Poulter Delivers, Royal Mail Doesn’t


Monday, 1st October: The main headline this morning was the successful revamp to NAFTA, after the US, Canada and Mexico all came to a fresh trade agreement, effectively scrapping the existing North American Free Trade Agreement (NAFTA). This helped buoy shares, especially in the US once Wall Street opened and it simultaneously strengthened the dollar, peso and Canadian dollar. As we write the S&P is 0.65% higher and the Dow sits almost 1% higher. Staying in America Tesla shares rocketed at the opening bell after Elon Musk agreed a settlement with regulators that otherwise could’ve potentially forced him out the company. It brings a swift end to what may have potentially mean the loss of the firm’s leader and huge disruptions to operations, not to mention funding headaches. The settlement was also met with quarterly production figures for the Tesla Model 3, which remained in line with guidance at 53,000 during Q3. They had made less than 29,000 models during the previous quarter.


Back in the UK, budget airline shares were amongst the hardest hit to begin the week, after Ryanair announced strikes would hit profits and Easyjet was hit by a broker downgrade. The rising cost of fuel also gave more reason for investor caution. On the day Easyjet finished 7% lower and Ryanair saw shares close 12.8% lower.

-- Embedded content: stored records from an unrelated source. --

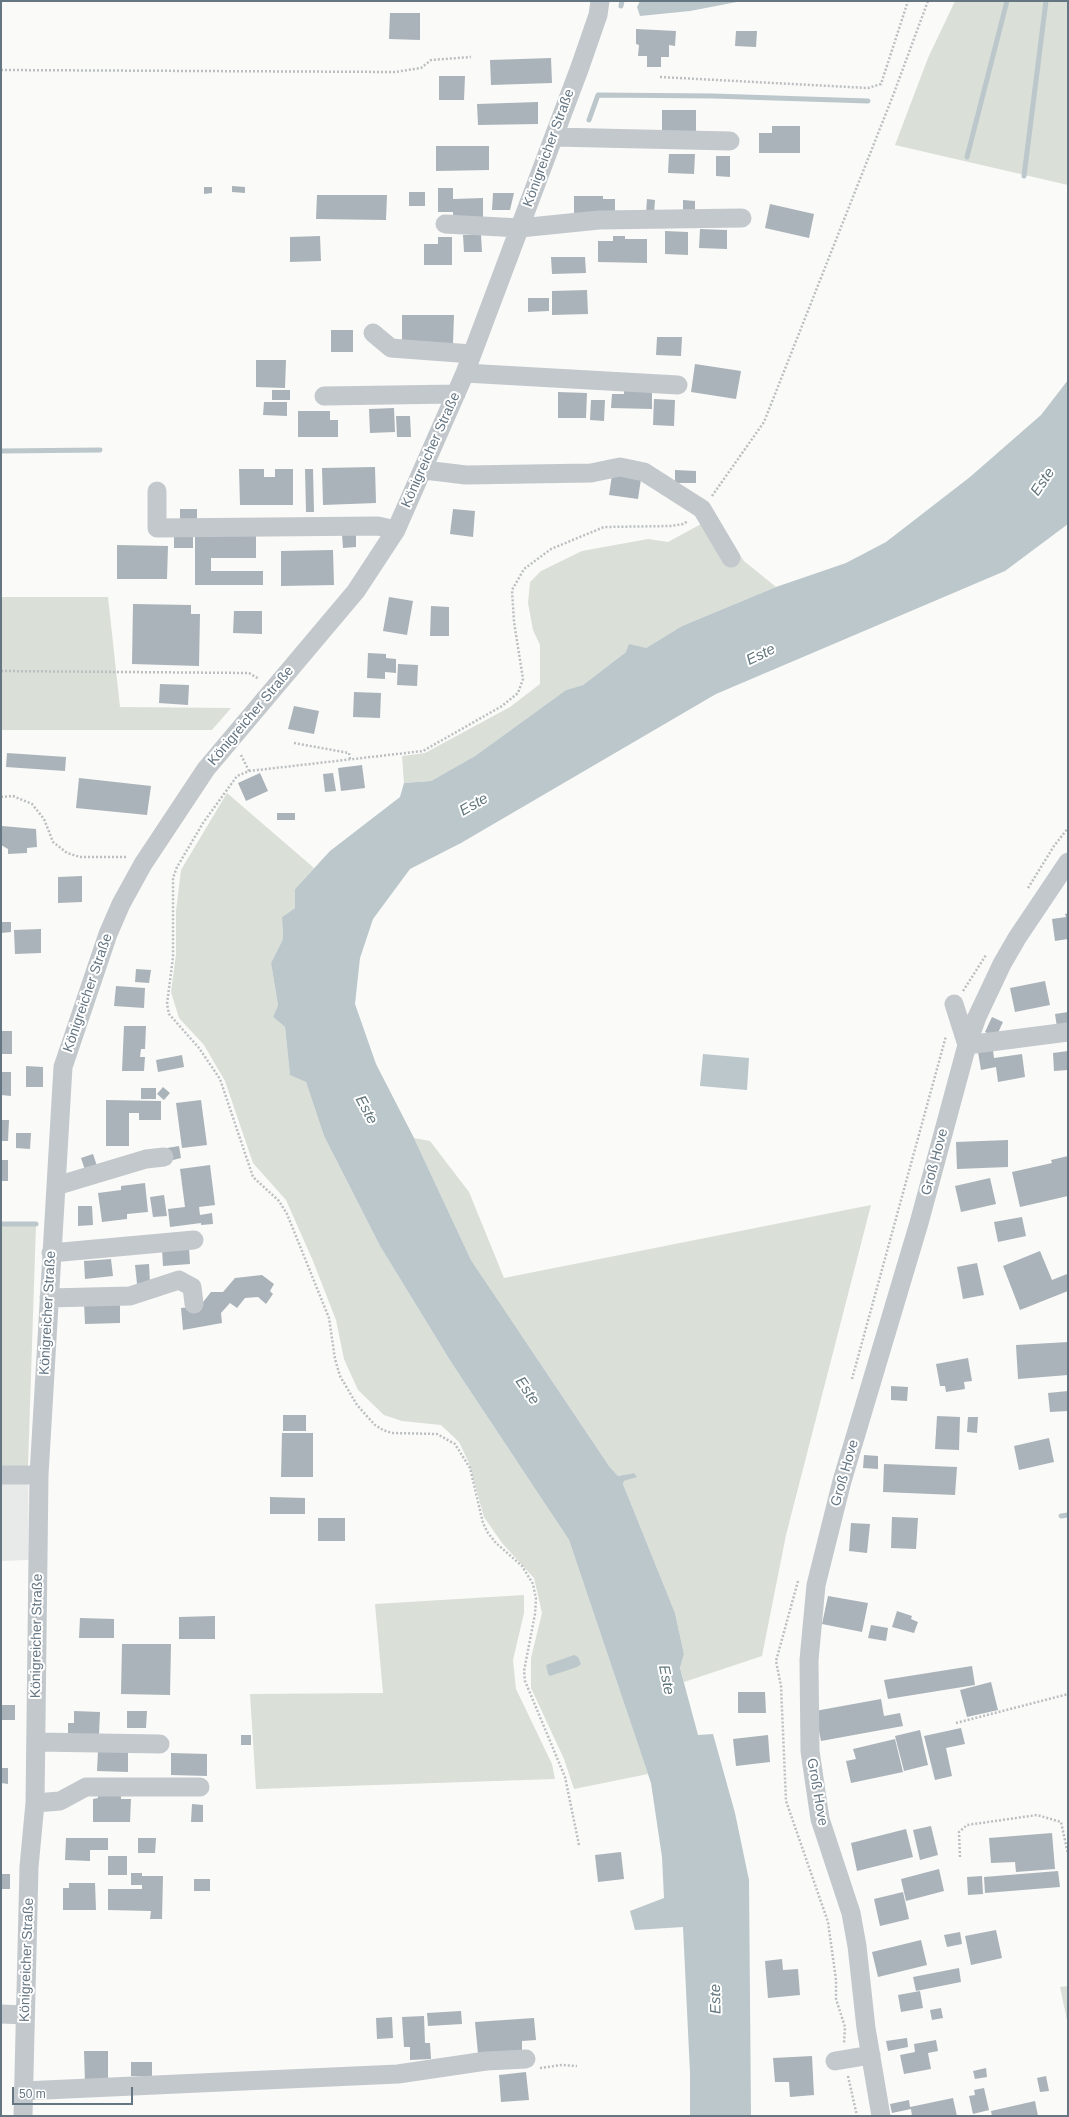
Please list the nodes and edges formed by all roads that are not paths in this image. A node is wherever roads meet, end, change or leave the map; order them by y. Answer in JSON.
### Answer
{"nodes":[{"id":1,"x":600,"y":1,"type":"edge"},
{"id":2,"x":554,"y":137,"type":"junction"},
{"id":3,"x":730,"y":141,"type":"dead end"},
{"id":4,"x":742,"y":218,"type":"dead end"},
{"id":5,"x":445,"y":224,"type":"dead end"},
{"id":6,"x":520,"y":228,"type":"junction"},
{"id":7,"x":373,"y":333,"type":"dead end"},
{"id":8,"x":472,"y":354,"type":"junction"},
{"id":9,"x":465,"y":373,"type":"junction"},
{"id":10,"x":678,"y":385,"type":"dead end"},
{"id":11,"x":456,"y":394,"type":"junction"},
{"id":12,"x":324,"y":396,"type":"dead end"},
{"id":13,"x":424,"y":470,"type":"junction"},
{"id":14,"x":157,"y":491,"type":"dead end"},
{"id":15,"x":396,"y":530,"type":"junction"},
{"id":16,"x":731,"y":558,"type":"dead end"},
{"id":17,"x":1068,"y":862,"type":"edge"},
{"id":18,"x":954,"y":1004,"type":"dead end"},
{"id":19,"x":1068,"y":1032,"type":"edge"},
{"id":20,"x":967,"y":1045,"type":"junction"},
{"id":21,"x":164,"y":1157,"type":"dead end"},
{"id":22,"x":56,"y":1186,"type":"junction"},
{"id":23,"x":194,"y":1240,"type":"dead end"},
{"id":24,"x":52,"y":1253,"type":"junction"},
{"id":25,"x":49,"y":1298,"type":"junction"},
{"id":26,"x":194,"y":1304,"type":"dead end"},
{"id":27,"x":1,"y":1475,"type":"edge"},
{"id":28,"x":39,"y":1475,"type":"junction"},
{"id":29,"x":36,"y":1742,"type":"junction"},
{"id":30,"x":160,"y":1744,"type":"dead end"},
{"id":31,"x":200,"y":1787,"type":"dead end"},
{"id":32,"x":35,"y":1803,"type":"junction"},
{"id":33,"x":1,"y":2014,"type":"edge"},
{"id":34,"x":25,"y":2015,"type":"junction"},
{"id":35,"x":871,"y":2055,"type":"junction"},
{"id":36,"x":839,"y":2060,"type":"road end"},
{"id":37,"x":532,"y":2064,"type":"road end"},
{"id":38,"x":23,"y":2092,"type":"junction"},
{"id":39,"x":23,"y":2116,"type":"edge"},
{"id":40,"x":881,"y":2116,"type":"edge"}],
"edges":[{"from":1,"to":2,"type":"street","name":"Königreicher Straße"},
{"from":2,"to":3,"type":"street"},
{"from":2,"to":6,"type":"street","name":"Königreicher Straße"},
{"from":4,"to":6,"type":"street"},
{"from":5,"to":6,"type":"street"},
{"from":6,"to":8,"type":"street","name":"Königreicher Straße"},
{"from":7,"to":8,"type":"street"},
{"from":8,"to":9,"type":"street","name":"Königreicher Straße"},
{"from":9,"to":10,"type":"street"},
{"from":9,"to":11,"type":"street","name":"Königreicher Straße"},
{"from":11,"to":12,"type":"street"},
{"from":11,"to":13,"type":"street","name":"Königreicher Straße"},
{"from":13,"to":15,"type":"street","name":"Königreicher Straße"},
{"from":13,"to":16,"type":"street"},
{"from":14,"to":15,"type":"street"},
{"from":15,"to":22,"type":"street","name":"Königreicher Straße"},
{"from":17,"to":20,"type":"street","name":"Groß Hove"},
{"from":18,"to":20,"type":"street"},
{"from":19,"to":20,"type":"street"},
{"from":20,"to":35,"type":"street","name":"Groß Hove"},
{"from":21,"to":22,"type":"street"},
{"from":22,"to":24,"type":"street","name":"Königreicher Straße"},
{"from":23,"to":24,"type":"street"},
{"from":24,"to":25,"type":"street","name":"Königreicher Straße"},
{"from":25,"to":26,"type":"street"},
{"from":25,"to":28,"type":"street","name":"Königreicher Straße"},
{"from":27,"to":28,"type":"street"},
{"from":28,"to":29,"type":"street","name":"Königreicher Straße"},
{"from":29,"to":30,"type":"street"},
{"from":29,"to":32,"type":"street","name":"Königreicher Straße"},
{"from":31,"to":32,"type":"street"},
{"from":32,"to":34,"type":"street","name":"Königreicher Straße"},
{"from":33,"to":34,"type":"street"},
{"from":34,"to":38,"type":"street","name":"Königreicher Straße"},
{"from":35,"to":36,"type":"street"},
{"from":35,"to":40,"type":"street","name":"Groß Hove"},
{"from":37,"to":38,"type":"street"},
{"from":38,"to":39,"type":"street","name":"Königreicher Straße"}]}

Easyjet shares were only kept from the bottom of the FTSE by Royal Mail, who saw shares plummet almost 18% to begin October. Was it because their most valuable employee was at the Ryder Cup? Possibly, but Ian Poulter’s absence for a few days shouldn’t warrant such a decline. The move was in fact caused by their latest update which announced that adjusted operating profit would be below last year’s level and that UK productivity was significantly below plan.